=== Begin Enclosure ===

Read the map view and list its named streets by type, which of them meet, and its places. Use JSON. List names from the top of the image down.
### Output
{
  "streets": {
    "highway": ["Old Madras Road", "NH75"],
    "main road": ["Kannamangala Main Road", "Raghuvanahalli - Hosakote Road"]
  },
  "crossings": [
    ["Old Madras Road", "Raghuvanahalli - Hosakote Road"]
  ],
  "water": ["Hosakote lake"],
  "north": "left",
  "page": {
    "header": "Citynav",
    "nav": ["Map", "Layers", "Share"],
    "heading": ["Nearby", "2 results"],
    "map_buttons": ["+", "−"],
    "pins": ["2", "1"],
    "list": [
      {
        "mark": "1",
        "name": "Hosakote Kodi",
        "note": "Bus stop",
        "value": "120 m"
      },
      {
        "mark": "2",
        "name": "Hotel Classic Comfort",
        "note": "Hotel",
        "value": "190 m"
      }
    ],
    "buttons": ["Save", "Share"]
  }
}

=== End Enclosure ===

→ **Task details**
Please output every line shown above exactly.

→ **Exercise output**
Read the map view and list its named streets by type, which of them meet, and its places. Use JSON. List names from the top of the image down.
### Output
{
  "streets": {
    "highway": ["Old Madras Road", "NH75"],
    "main road": ["Kannamangala Main Road", "Raghuvanahalli - Hosakote Road"]
  },
  "crossings": [
    ["Old Madras Road", "Raghuvanahalli - Hosakote Road"]
  ],
  "water": ["Hosakote lake"],
  "north": "left",
  "page": {
    "header": "Citynav",
    "nav": ["Map", "Layers", "Share"],
    "heading": ["Nearby", "2 results"],
    "map_buttons": ["+", "−"],
    "pins": ["2", "1"],
    "list": [
      {
        "mark": "1",
        "name": "Hosakote Kodi",
        "note": "Bus stop",
        "value": "120 m"
      },
      {
        "mark": "2",
        "name": "Hotel Classic Comfort",
        "note": "Hotel",
        "value": "190 m"
      }
    ],
    "buttons": ["Save", "Share"]
  }
}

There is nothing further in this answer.